Your assignment
Reproduce the records that follow in full, excluding any picture they contain.

[[ Data under study open ]]

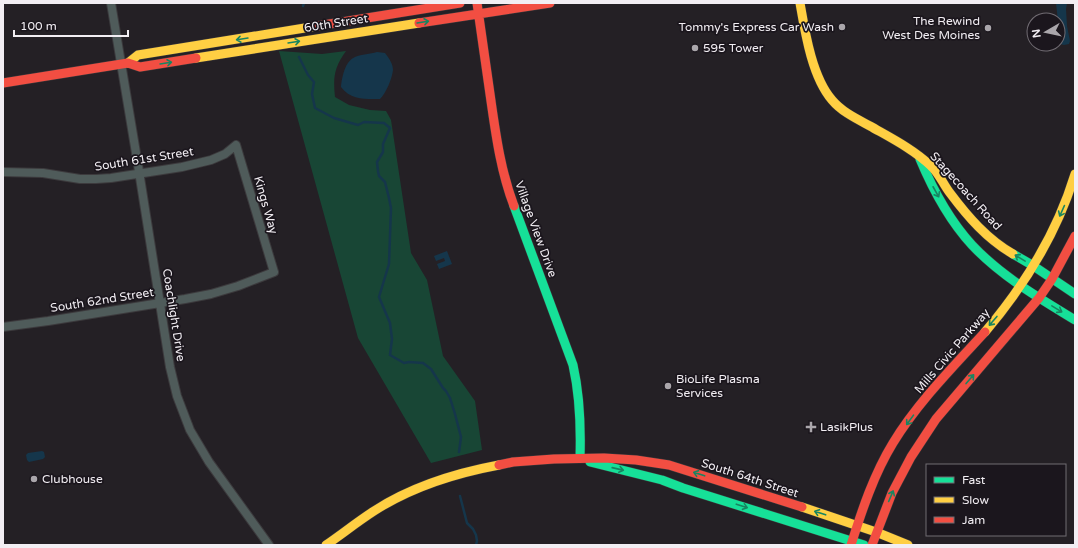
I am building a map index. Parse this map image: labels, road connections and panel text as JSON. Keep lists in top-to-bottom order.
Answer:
{
  "streets": {
    "street": [
      "60th Street",
      "South 61st Street",
      "Stagecoach Road",
      "Kings Way",
      "Village View Drive",
      "South 62nd Street",
      "Coachlight Drive",
      "Mills Civic Parkway",
      "South 64th Street"
    ]
  },
  "crossings": [
    ["60th Street", "Village View Drive"],
    ["60th Street", "Coachlight Drive"],
    ["South 61st Street", "Kings Way"],
    ["South 61st Street", "Coachlight Drive"],
    ["Stagecoach Road", "Mills Civic Parkway"],
    ["Kings Way", "South 62nd Street"],
    ["Village View Drive", "South 64th Street"],
    ["South 62nd Street", "Coachlight Drive"],
    ["Mills Civic Parkway", "South 64th Street"]
  ],
  "places": {
    "other": [
      "Tommy's Express Car Wash",
      "The Rewind West Des Moines",
      "595 Tower",
      "BioLife Plasma Services",
      "Clubhouse"
    ],
    "health": ["LasikPlus"]
  },
  "legend": ["Fast", "Slow", "Jam"],
  "scale_bar": "100 m",
  "north": "left"
}
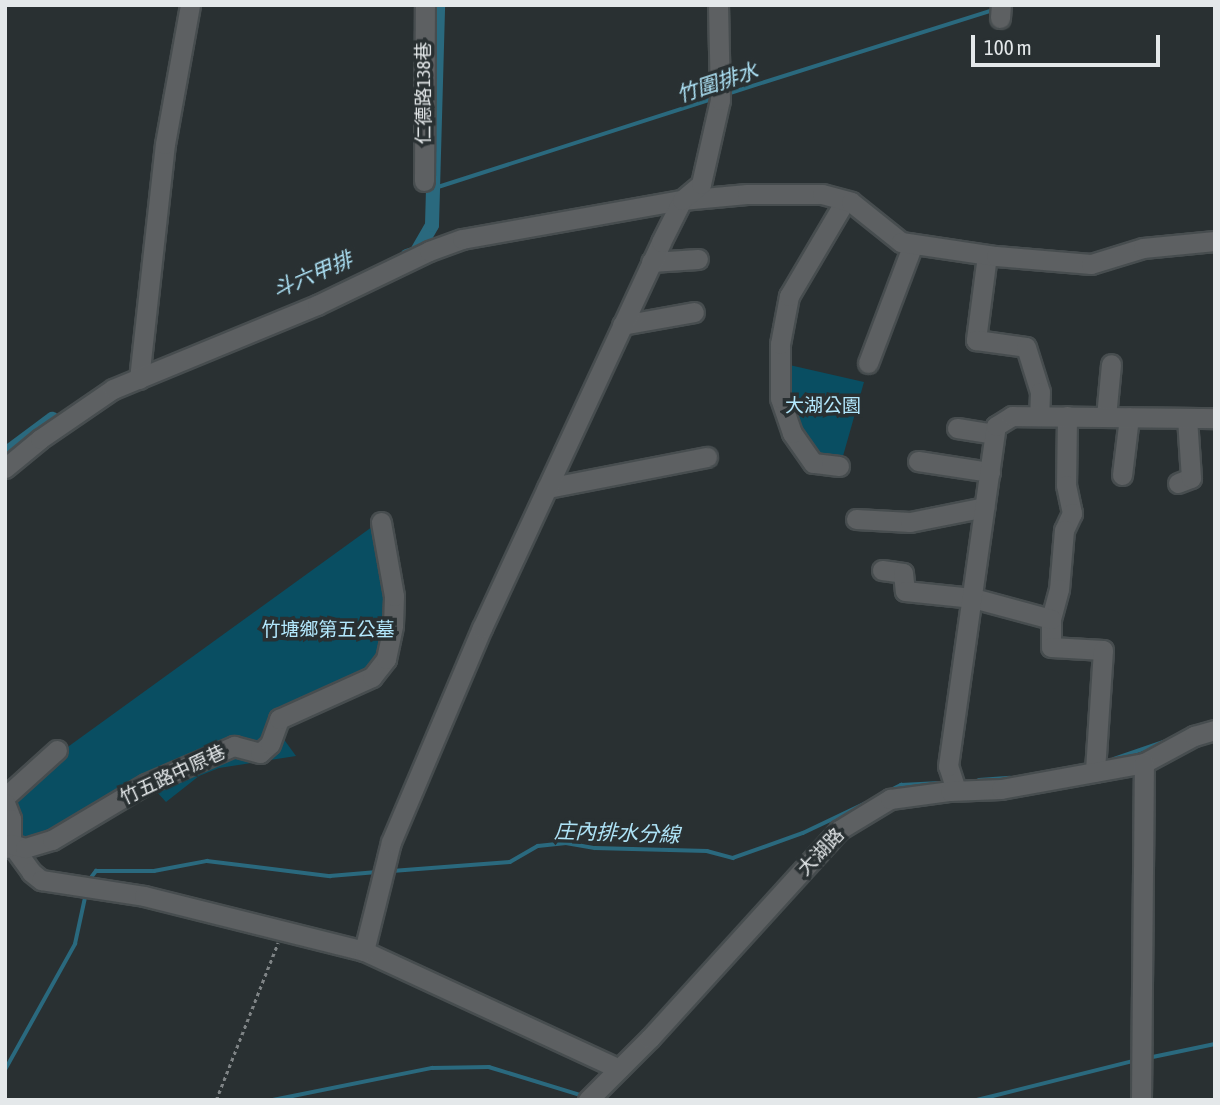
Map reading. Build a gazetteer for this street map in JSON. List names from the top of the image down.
{
  "streets": {
    "street": ["仁德路138巷", "竹五路中原巷", "大湖路"]
  },
  "water": ["竹圍排水", "斗六甲排", "庄內排水分線"],
  "parks": ["大湖公園", "竹塘鄉第五公墓"],
  "scale_bar": "100 m"
}
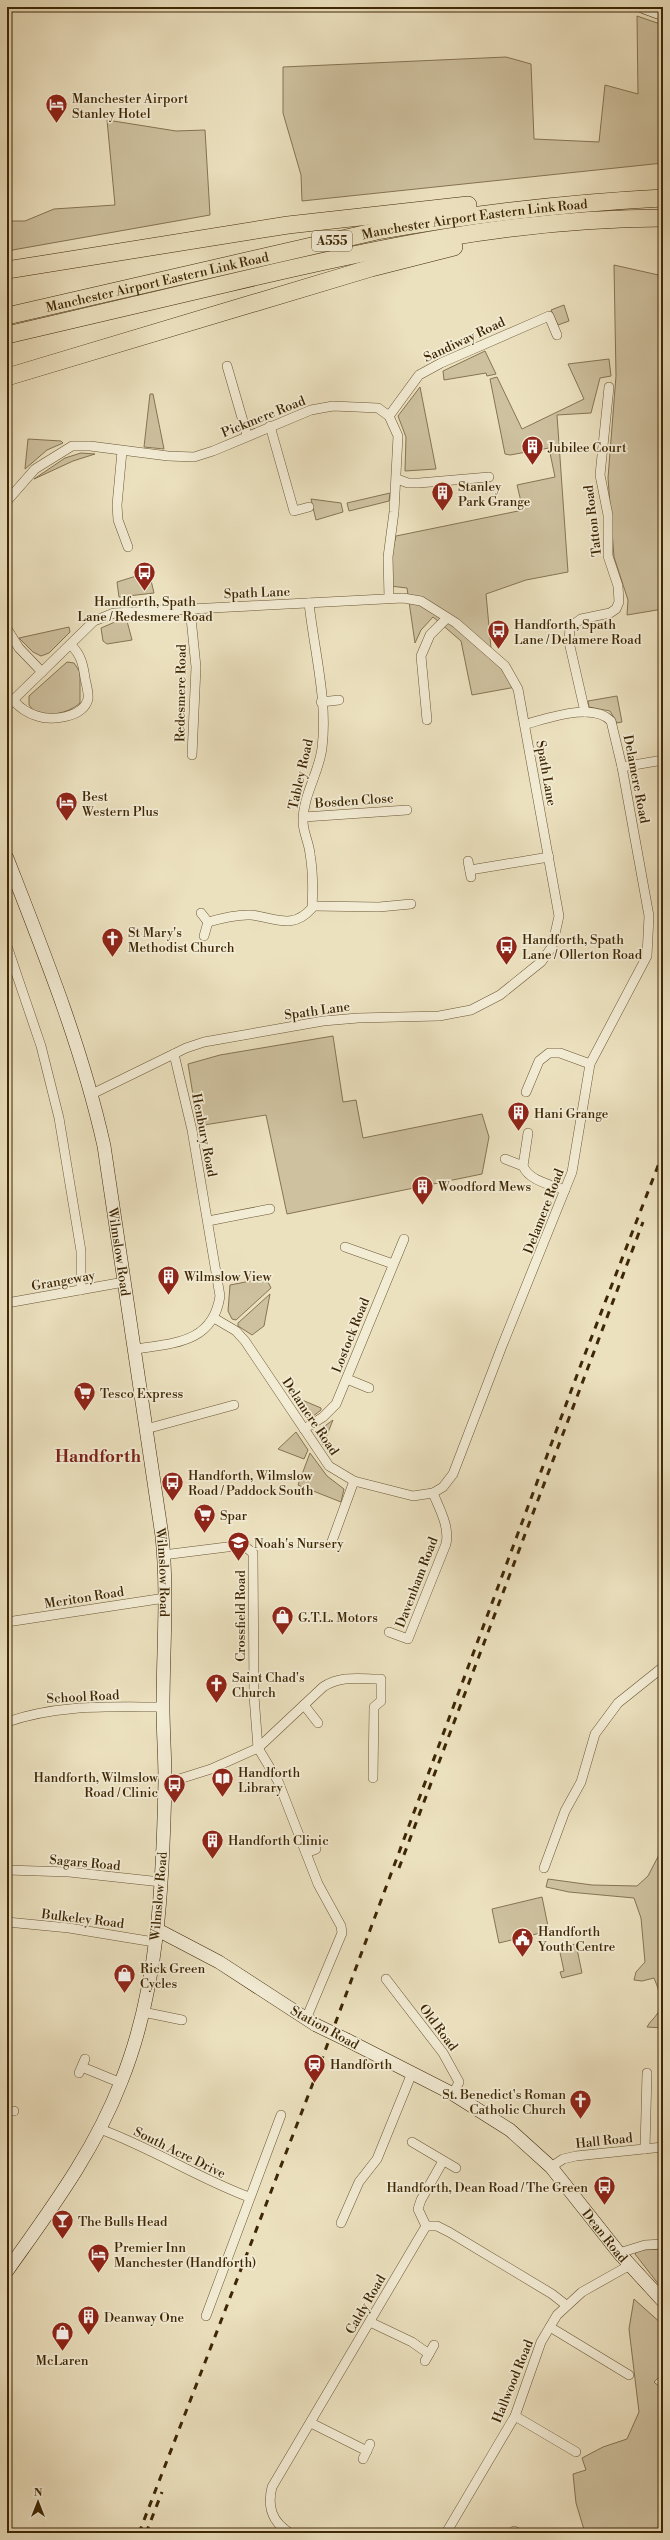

[[ Data under study closed ]]

Exercise response
I am building a map index. Parse this map image: labels, road connections and panel text as JSON. Keep lists in top-to-bottom order.
Answer:
{
  "streets": {
    "street": [
      "60th Street",
      "South 61st Street",
      "Stagecoach Road",
      "Kings Way",
      "Village View Drive",
      "South 62nd Street",
      "Coachlight Drive",
      "Mills Civic Parkway",
      "South 64th Street"
    ]
  },
  "crossings": [
    ["60th Street", "Village View Drive"],
    ["60th Street", "Coachlight Drive"],
    ["South 61st Street", "Kings Way"],
    ["South 61st Street", "Coachlight Drive"],
    ["Stagecoach Road", "Mills Civic Parkway"],
    ["Kings Way", "South 62nd Street"],
    ["Village View Drive", "South 64th Street"],
    ["South 62nd Street", "Coachlight Drive"],
    ["Mills Civic Parkway", "South 64th Street"]
  ],
  "places": {
    "other": [
      "Tommy's Express Car Wash",
      "The Rewind West Des Moines",
      "595 Tower",
      "BioLife Plasma Services",
      "Clubhouse"
    ],
    "health": ["LasikPlus"]
  },
  "legend": ["Fast", "Slow", "Jam"],
  "scale_bar": "100 m",
  "north": "left"
}
Map reading. Build a gazetteer for this street map in JSON. List names from the top of the image down.
{
  "streets": {
    "street": ["仁德路138巷", "竹五路中原巷", "大湖路"]
  },
  "water": ["竹圍排水", "斗六甲排", "庄內排水分線"],
  "parks": ["大湖公園", "竹塘鄉第五公墓"],
  "scale_bar": "100 m"
}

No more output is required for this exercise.